Sammi February 20, 2013 at 03:22 PM
This atrocity (the Purple Line) should never waste taxpayers money. I hope that funding will never become available. To lose the treasure that is the open space of the trail line is absolutely crazy and short-sighted.
A Taxpayer February 20, 2013 at 03:30 PM
The so called Purple Line is nothing more than a gift to the developers who contribute to the politicans that support them. Remember that the "purple Line" campaign was started by an advertising agency who would not disclose the name of their client. So much for grass roots support for this atrocity. If there is so much demand for the trolley line why are the Metro Buses traveling between Silver Spring and Bethesda empty most of the time.
Eric S. February 20, 2013 at 05:17 PM
@A Taxpayer: Because outside of downtown areas, buses are for poor people and trains are classy. So are streetcars and trolleys.
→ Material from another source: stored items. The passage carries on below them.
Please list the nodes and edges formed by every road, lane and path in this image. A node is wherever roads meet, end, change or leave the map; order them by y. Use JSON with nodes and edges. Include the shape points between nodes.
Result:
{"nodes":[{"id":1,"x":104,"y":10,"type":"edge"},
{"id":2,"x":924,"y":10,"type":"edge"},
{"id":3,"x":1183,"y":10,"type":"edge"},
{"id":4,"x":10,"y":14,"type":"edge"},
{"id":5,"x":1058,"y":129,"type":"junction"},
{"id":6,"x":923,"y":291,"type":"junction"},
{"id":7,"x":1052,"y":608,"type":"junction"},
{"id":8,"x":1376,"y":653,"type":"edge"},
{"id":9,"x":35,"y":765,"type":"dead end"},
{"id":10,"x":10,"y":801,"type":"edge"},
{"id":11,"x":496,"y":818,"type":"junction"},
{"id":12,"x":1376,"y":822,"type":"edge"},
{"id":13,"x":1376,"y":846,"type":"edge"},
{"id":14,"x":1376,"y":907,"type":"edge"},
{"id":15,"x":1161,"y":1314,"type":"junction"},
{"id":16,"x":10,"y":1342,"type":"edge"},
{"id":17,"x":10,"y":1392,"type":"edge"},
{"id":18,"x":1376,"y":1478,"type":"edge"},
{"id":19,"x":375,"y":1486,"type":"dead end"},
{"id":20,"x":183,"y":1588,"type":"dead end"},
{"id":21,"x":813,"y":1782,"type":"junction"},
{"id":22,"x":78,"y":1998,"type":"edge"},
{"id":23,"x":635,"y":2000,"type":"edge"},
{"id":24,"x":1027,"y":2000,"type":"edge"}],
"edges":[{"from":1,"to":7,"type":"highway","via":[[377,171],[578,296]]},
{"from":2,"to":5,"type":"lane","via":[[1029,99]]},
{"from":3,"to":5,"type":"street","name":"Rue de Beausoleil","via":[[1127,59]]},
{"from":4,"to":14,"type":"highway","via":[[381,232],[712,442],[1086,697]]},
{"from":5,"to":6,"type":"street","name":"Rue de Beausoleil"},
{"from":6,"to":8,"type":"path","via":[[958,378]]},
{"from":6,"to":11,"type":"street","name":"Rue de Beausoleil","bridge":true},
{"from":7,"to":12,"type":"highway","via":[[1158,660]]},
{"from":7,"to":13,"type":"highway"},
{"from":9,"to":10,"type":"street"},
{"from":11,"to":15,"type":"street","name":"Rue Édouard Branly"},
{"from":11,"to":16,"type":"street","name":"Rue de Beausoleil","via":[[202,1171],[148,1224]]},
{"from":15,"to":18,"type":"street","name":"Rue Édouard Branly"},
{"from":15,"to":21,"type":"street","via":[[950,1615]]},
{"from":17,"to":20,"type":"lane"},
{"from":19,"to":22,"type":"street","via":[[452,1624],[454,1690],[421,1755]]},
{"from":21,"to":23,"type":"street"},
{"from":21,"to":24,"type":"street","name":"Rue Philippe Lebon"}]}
That said, I'd find this way more useful than the joke that is the ICC, and if the thing also extended in the other direction to the new silver line, it'd be even better. Now, I do agree that a lot of this is being pushed by the wrong people, and will probably be a disaster, since, well WMATA is involved. If they do it, I'd prefer they do it right.
Jay Levy February 20, 2013 at 05:53 PM
Since the second largest public transit system in the U.S. is beholding to several jurisdictions and must come hat in hand each year to secure necessary funding, is it any wonder that we have the system that we do. Way back when the Metro was first being built, an acquaintance of mine said his father, an expert engineer in the field of elevators and escalators, told the planners that covered escalators were a necessity, given DC weather conditions. Of course, his advice was ignored, no doubt because covering the escalators would increase costs. Nowadays, as fares go up, ridership goes down. I've been in Europe where governments actually subsidize public transit to the extent that some urban systems are free. Of course, to do that here would be.....shudder... socialism.
Eric S. February 20, 2013 at 06:45 PM
@Jay Levy: THIS! I don't understand why subsidized public transit is the devil, while it's totally ok to subsidize the crap out of roads. A good part of why WMATA is so goofed up is because they need to be top-loaded with people who can beg for money every year.
Norman February 20, 2013 at 07:26 PM
Buses empty most of the time? The ones I see as I drive between SS and Bethesda every day are packed...but they're sitting in traffic right along side me so I might as well drive myself.
Bastante February 20, 2013 at 09:48 PM
Chevy Chase Land Company.
Bastante February 20, 2013 at 09:50 PM
NOT SO! The D5 goes through the western Bethesda suburbs into Georgetown (not sure where it goes from there) and it is widely used by the khaki-and-polo-shirt crowd. I see plenty of people at the D5 stops every morning and evening. Similarly, the Ride-on that goes to Friendship Heights.